Davalı borçlu S.. Ö.. vekili, takip konusu alacağa ilişkin mahkeme ilamının kesinleşmediğini, aciz belgesi sunulmadığını, tasarrufun borçtan önce yapıldığını belirterek davanın reddini savunmuştur.
Davalı S. Kardeşler Petrol ve Tarım Ürün.Oto.Nak. Tur. Gıda San ve Tic.Ltd.Şti.vekili, ikametgah yeri olarak Haymana Mahkemelerinin yetkili olduğunu, iptal koşullarının bulunmadığı belirterek davanın reddini savunmuştur.
Mahkemece iddia, savunma toplanan delillere göre, HMK’nun 6.maddesi gereğince davanın genel yetkili yer mahkeme olan davalının yerleşim yeri mahkemesinde açılması gerektiğinden ve davalı şirketin yetki itirazının yerinde olduğu gerekçesiyle dava dilekçesinin yetki yönünden reddine, karar kesinleştikten itibaren 2 hafta içinde taraflardan birinin müracaatı halinde dosyanın yetkili ve görevli Haymana Asliye Hukuk Mahkemesine gönderilmesine karar verilmiş; hüküm, davacı vekili tarafından temyiz edilmiştir.
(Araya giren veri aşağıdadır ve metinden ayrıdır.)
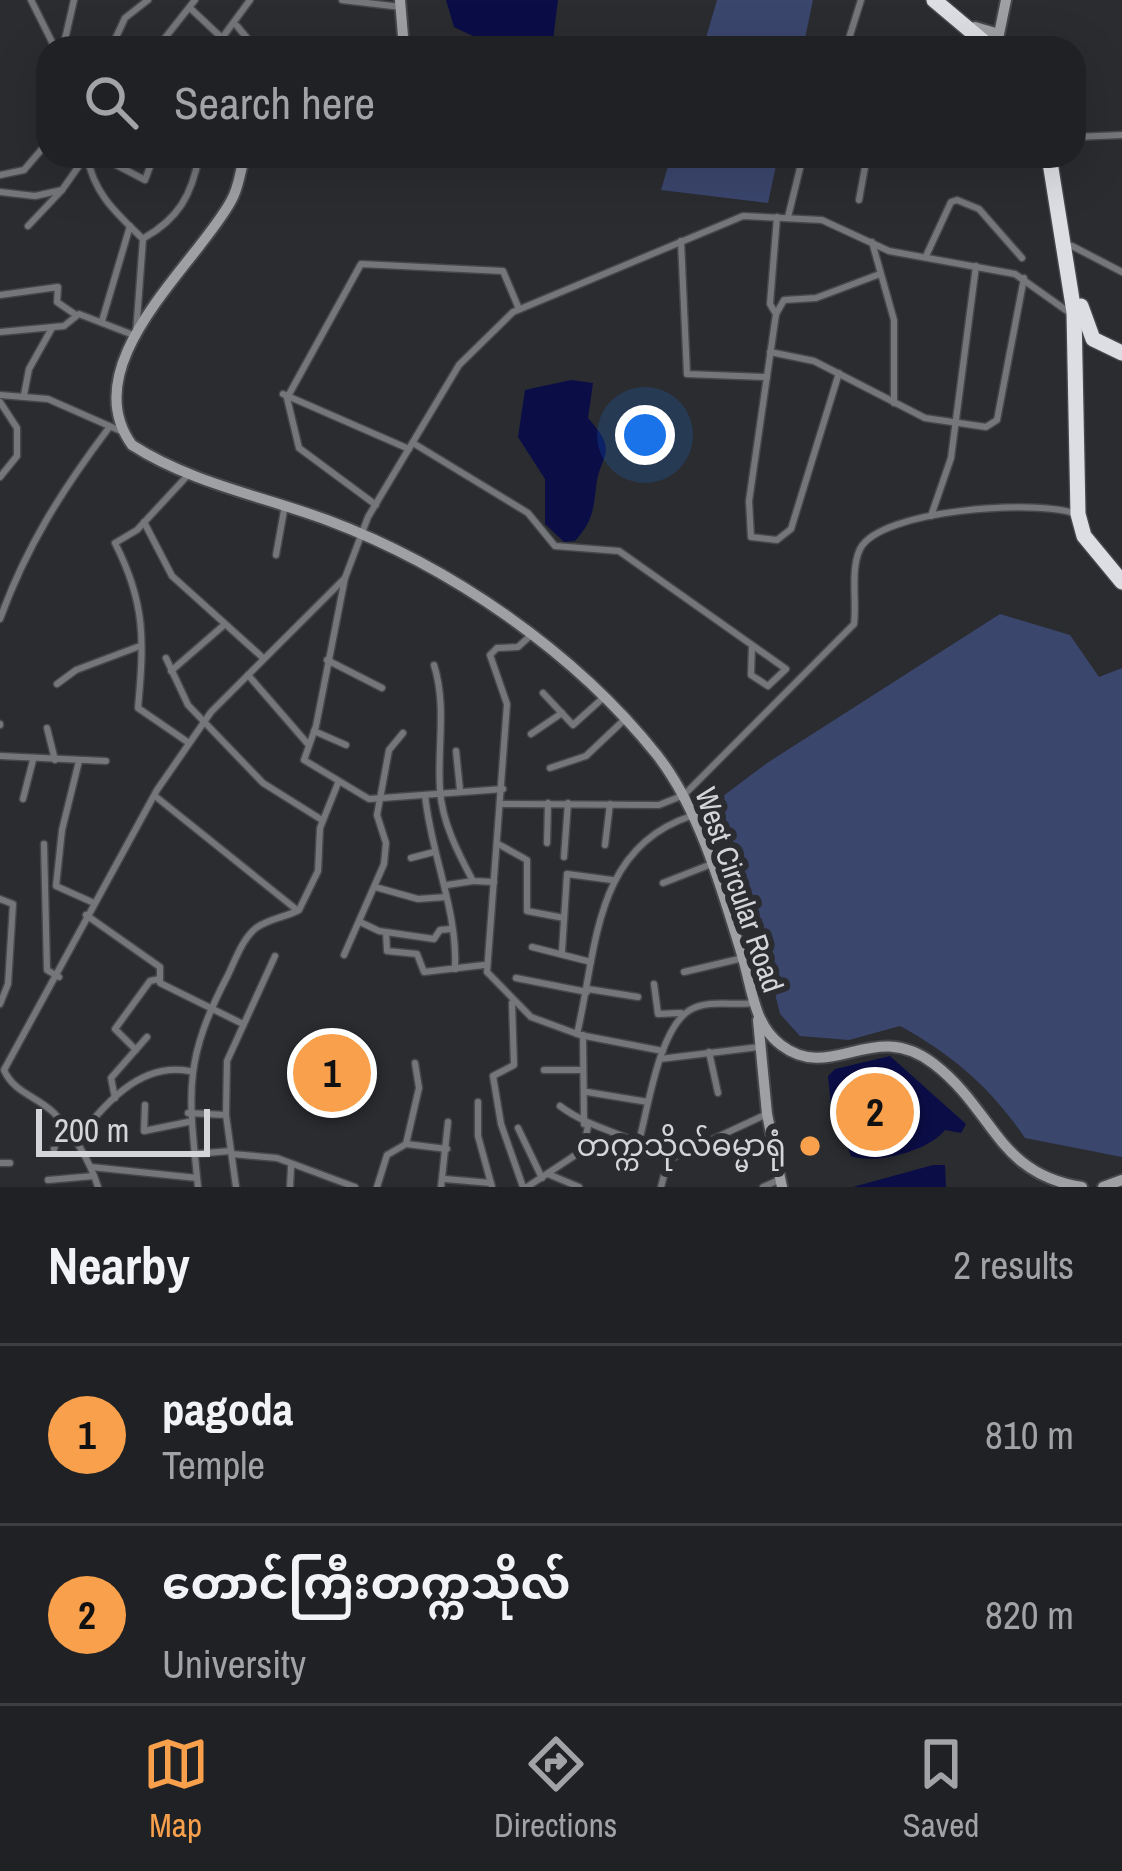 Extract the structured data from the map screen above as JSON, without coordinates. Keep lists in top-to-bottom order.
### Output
{
  "streets": {
    "street": ["West Circular Road"]
  },
  "places": ["တက္ကသိုလ်ဓမ္မာရုံ"],
  "scale_bar": "200 m",
  "page": {
    "search": "Search here",
    "pins": ["1", "2"],
    "scale": "200 m",
    "heading": ["Nearby", "2 results"],
    "list": [
      {
        "mark": "1",
        "name": "pagoda",
        "note": "Temple",
        "value": "810 m"
      },
      {
        "mark": "2",
        "name": "တောင်ကြီးတက္ကသိုလ်",
        "note": "University",
        "value": "820 m"
      }
    ],
    "nav": ["Map", "Directions", "Saved"]
  }
} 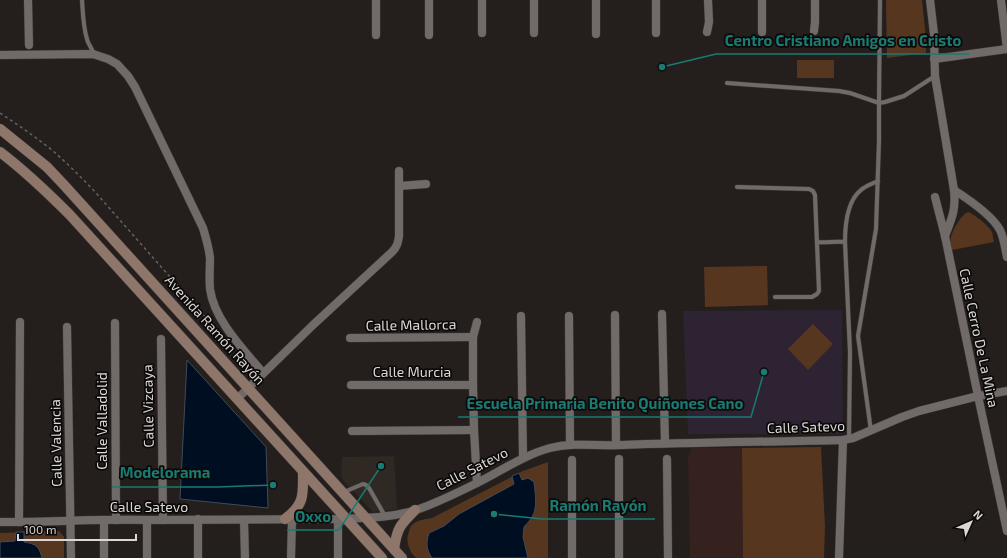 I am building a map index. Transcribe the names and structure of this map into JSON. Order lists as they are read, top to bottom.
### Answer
{
  "streets": {
    "main road": ["Avenida Ramón Rayón"],
    "street": [
      "Calle Mallorca",
      "Calle Cerro De La Mina",
      "Calle Murcia",
      "Calle Vizcaya",
      "Calle Valladolid",
      "Calle Satevo",
      "Calle Valencia"
    ]
  },
  "crossings": [
    ["Avenida Ramón Rayón", "Calle Satevo"],
    ["Calle Cerro De La Mina", "Calle Satevo"],
    ["Calle Vizcaya", "Calle Satevo"],
    ["Calle Valladolid", "Calle Satevo"],
    ["Calle Satevo", "Calle Valencia"]
  ],
  "places": [
    "Centro Cristiano Amigos en Cristo",
    "Escuela Primaria Benito Quiñones Cano",
    "Oxxo",
    "Modelorama",
    "Ramón Rayón"
  ],
  "scale_bar": "100 m",
  "north": "top right"
} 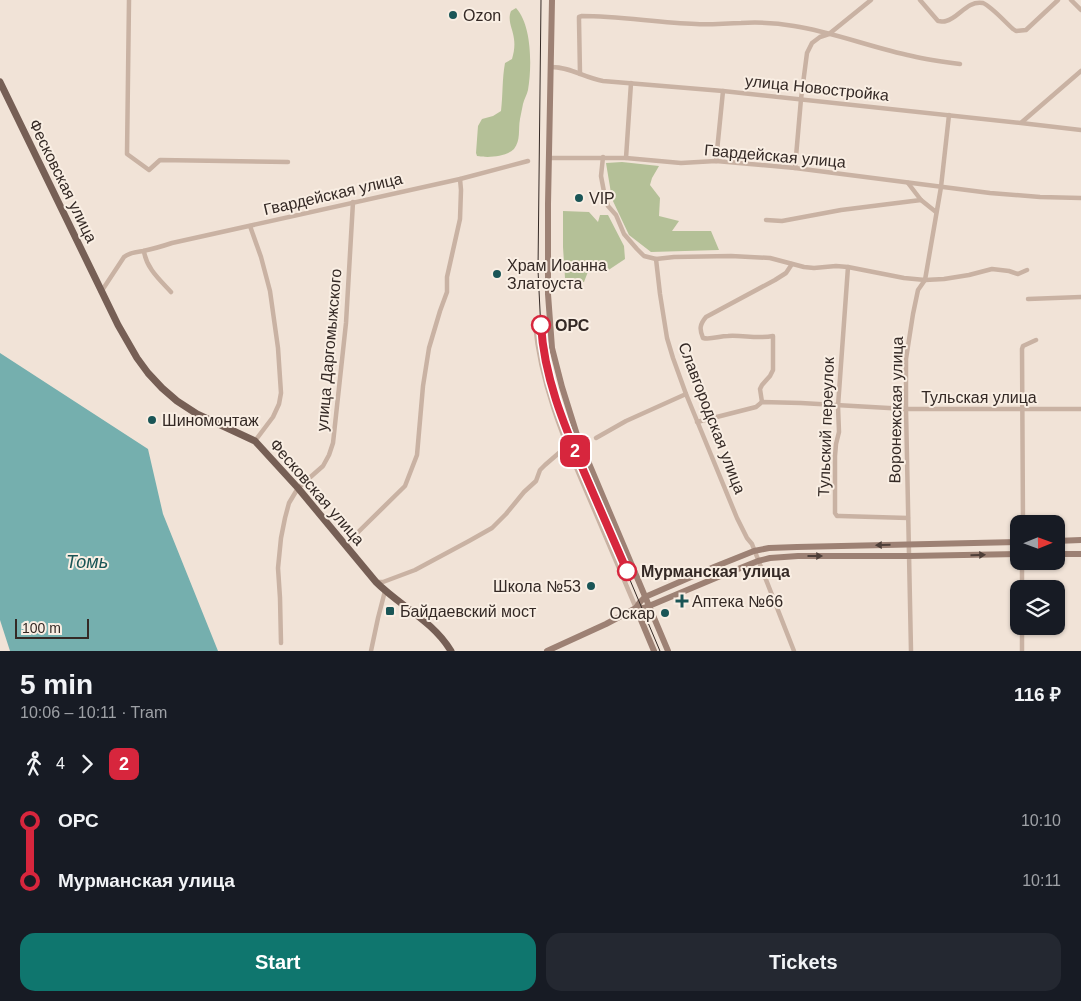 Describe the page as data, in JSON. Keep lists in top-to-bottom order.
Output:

Dava İİK 277 ve devamı maddeleri gereğince açılmış tasarrufun iptali istemine ilişkindir. İptal davaları için yasada özel bir düzenleme öngörülmediğinden davanın HMK’nun 6.maddesi gereğince davalının davanın açıldığı tarihteki yerleşim yeri mahkemesinde açılması gerekir.Aynı Yasanın 7/1 maddesi gereğince de davalı birden fazla ise dava bunlardan birinin yerleşim yeri mahkemesinde açılabilir.İptal davaları ayni hakka değil kişisel hakka dayanan davalar olduğundan davanın konusu taşınmaz bile olsa HMK’nun 12 maddesinin uygulanma imkanı yoktur. İİK’nun 282 maddesi gereğince davalı borçlu ile borçlu ile doğrudan veya dolaylı işlem yapan 3.kişiler arasında zorunlu dava arkadaşlığı bulunduğundan ve zorunlu dava arkadaşları usul işlemlerini birlikte yapmak zorunda olduklarından yetki itirazının davalılarca birlikte ileri sürülmesi yasa gereğidir.Yalnız bir davalı tarafından ileri sürülen yetki itirazı hukuki sonuç doğurmaz.
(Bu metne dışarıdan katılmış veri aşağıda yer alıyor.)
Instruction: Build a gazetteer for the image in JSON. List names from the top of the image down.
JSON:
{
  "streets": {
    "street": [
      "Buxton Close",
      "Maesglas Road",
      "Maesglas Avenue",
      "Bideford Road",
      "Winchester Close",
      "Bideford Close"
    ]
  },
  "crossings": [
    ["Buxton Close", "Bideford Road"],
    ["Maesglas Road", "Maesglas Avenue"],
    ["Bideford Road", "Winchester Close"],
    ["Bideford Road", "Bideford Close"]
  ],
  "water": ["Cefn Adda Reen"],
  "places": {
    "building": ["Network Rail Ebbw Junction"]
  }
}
Somut olayda davalı 3.kişi şirket vekili şirketin ticaret sicil adresinin Haymana olduğunu belirterek süresi içinde yetki itirazında bulunmuş ise de davalı borçlunun yetki itirazı olmadığından, davalı borçlu ile davalı 3.kişi şirket arasında arasında İİK 282 maddesi gereğince zorunlu dava arkadaşlığı bulunduğundan ve yetki itirazının zorunlu dava arkadaşları tarafından birlikte yapılması gerektiğinden davalı borçlunun yetki itirazında bulunmaması nedeniyle davalı 3.kişi şirketin yetki itirazının reddine karar verilerek davanın esasının incelenmesi, taraf delillerinin toplanması ve sonucuna göre karar verilmesi gerekirken yazılı gerekçeyle hüküm tesisi isabetli görülmemiştir.
SONUÇ:Yukarıda açıklanan nedenlerle davacı vekilinin temyiz itirazlarının kabulü ile hükmün BOZULMASINA, peşin alınan harcın istek halinde temyiz eden davacıya geri verilmesine 1.4.2014 gününde oybirliğiyle karar verildi.